Change tracking is great for building one-way or two-way synchronization
applications and is designed to work with Sync Services for ADO.NET. Application
developers can use Change Tracking to synchronize any data between SQL Server
databases, or even between SQL Server and non-SQL Server databases. Compared
with replication, Change Tracking is more for developers than DBAs as it
provides developers with a flexible foundation to build synchronization
applications with .NET, but lacks stored procedure support or built-in
monitoring tools like Replication Monitor.

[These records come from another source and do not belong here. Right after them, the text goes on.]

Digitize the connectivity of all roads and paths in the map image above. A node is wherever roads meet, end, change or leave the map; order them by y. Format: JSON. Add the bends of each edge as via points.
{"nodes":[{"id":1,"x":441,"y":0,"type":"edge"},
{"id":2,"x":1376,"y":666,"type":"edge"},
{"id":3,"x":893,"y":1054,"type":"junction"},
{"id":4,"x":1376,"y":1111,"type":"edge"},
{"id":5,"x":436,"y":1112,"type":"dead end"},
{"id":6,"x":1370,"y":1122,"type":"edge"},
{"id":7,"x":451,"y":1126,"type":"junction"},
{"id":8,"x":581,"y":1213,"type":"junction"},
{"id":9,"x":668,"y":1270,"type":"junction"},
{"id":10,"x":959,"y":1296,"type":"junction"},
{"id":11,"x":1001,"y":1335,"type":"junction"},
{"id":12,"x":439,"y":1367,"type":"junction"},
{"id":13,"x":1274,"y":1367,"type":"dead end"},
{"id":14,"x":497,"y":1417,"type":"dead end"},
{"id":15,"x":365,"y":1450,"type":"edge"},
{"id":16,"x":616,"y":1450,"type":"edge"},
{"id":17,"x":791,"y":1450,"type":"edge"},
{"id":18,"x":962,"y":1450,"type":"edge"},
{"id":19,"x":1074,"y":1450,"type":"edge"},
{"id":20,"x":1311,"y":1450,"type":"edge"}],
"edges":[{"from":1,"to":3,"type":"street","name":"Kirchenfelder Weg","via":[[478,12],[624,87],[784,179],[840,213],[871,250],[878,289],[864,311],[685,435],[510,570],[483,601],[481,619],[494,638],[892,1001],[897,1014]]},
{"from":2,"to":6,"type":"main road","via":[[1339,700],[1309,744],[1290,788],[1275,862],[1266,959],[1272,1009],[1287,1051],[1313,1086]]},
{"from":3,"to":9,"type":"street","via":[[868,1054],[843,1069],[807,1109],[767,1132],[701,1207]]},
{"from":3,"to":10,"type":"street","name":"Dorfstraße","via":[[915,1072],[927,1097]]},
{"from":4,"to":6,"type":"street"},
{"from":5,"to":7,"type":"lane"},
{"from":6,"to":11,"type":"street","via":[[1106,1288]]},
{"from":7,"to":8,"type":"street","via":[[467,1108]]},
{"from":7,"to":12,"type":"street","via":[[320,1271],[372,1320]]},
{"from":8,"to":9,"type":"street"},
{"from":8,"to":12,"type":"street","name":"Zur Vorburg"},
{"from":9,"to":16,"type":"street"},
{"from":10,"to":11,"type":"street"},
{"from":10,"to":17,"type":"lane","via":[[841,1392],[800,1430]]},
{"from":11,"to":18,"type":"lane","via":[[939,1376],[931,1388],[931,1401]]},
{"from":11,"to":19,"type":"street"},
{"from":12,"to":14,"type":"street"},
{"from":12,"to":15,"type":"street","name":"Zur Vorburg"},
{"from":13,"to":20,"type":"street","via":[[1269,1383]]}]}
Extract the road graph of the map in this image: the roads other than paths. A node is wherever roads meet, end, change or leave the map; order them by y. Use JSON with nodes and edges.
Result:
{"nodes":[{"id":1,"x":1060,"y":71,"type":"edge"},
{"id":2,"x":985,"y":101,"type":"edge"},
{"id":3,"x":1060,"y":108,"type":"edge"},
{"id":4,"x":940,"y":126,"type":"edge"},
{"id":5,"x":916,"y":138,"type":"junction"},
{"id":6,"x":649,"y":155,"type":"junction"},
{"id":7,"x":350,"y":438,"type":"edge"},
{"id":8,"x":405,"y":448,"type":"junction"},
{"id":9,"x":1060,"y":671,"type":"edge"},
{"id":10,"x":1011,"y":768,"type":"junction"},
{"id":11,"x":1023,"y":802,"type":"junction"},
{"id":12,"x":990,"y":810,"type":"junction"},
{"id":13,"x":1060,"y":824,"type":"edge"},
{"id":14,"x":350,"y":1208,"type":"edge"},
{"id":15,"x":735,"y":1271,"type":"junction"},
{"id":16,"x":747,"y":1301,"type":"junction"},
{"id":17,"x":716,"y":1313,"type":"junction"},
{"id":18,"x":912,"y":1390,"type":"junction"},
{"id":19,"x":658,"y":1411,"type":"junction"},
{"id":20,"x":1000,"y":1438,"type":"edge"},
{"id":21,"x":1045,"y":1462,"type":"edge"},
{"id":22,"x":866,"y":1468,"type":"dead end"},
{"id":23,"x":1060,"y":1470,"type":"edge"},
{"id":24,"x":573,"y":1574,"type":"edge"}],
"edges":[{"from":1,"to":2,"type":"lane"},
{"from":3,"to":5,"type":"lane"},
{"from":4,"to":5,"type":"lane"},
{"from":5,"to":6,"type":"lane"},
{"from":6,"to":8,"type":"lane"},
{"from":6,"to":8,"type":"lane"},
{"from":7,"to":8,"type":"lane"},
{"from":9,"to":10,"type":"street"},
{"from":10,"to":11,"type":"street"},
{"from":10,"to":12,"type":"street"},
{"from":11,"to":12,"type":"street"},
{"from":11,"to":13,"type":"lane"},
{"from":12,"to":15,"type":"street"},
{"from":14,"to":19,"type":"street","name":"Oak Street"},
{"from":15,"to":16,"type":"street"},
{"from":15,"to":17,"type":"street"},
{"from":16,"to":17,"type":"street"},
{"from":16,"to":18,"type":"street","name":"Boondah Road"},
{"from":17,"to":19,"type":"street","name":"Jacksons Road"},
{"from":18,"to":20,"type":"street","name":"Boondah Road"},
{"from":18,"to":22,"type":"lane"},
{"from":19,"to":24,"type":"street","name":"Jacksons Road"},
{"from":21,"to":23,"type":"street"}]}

Enabling Change Tracking on an existing table does NOT
require any changes on the table schema. The only requirement is that the
table must already have a primary key. Change tracking information is recorded
synchronously on transaction commit time so it presents an accurate sequence of
DML operations. Although Change Tracking is executed synchronously with
transactions, its performance overhead is very light compared to triggers.
Besides, it captures only the values of the primary key columns of the changed
rows and records the values in the change tracking table. These values can be
joined with the base table to get the changed data. There is less storage
overhead compared with Change Data Capture (for more information, see MAK’s
CDC series
) because non-key columns are not captured in the change tracking
table. However, because only net changes, not intermediate changes, to data
rows can be queried, Change Tracking is not suitable for auditing.

In this article, we will demonstrate how to set up Change
Tracking on the table HumanResources.Department in the database AdventureWorks2008
and how to query the changed data. If you haven’t installed the AdventureWorks2008
sample database, you can download it from http://msftdbprodsamples.codeplex.com/Release/ProjectReleases.aspx?ReleaseId=18407

Before you enable change tracking on a table, you need to
enable change tracking for the database. Execute the following command to
enable Change Tracking on the AdventureWorks2008 database.


ALTER DATABASE AdventureWorks2008
SET CHANGE_TRACKING = ON
(AUTO_CLEANUP=ON, CHANGE_RETENTION=8 hours)
GO

When this command runs, it also enables automatic cleanup of
change tracking information as the AUTO_CLEANUP option is turned on. The
retention period is set to at least 8 hours. An internal task runs every 30
minutes to remove old transactions. SQL Server will also begin to populate an
internal system table sys.syscommittab with transaction information. This
table will have one row for every transaction that causes data modifications on
tracked tables in the database. Although this table cannot be viewed in non-DAC
connections, the information in the table is exposed by a DMV, sys.dm_tran_commit_table.
Here are the columns in the DMV.

  • commit_ts: A monotonically increasing number that serves as a database-specific timestamp for each committed transaction.
  • xdes_id: A database-specific internal ID for the transaction.
  • commit_lbn: The number of the log block that contains the commit log record for the transaction.
  • commit_csn: The instance-specific commit sequence number for the transaction.
  • commit_time: The time when the transaction was committed.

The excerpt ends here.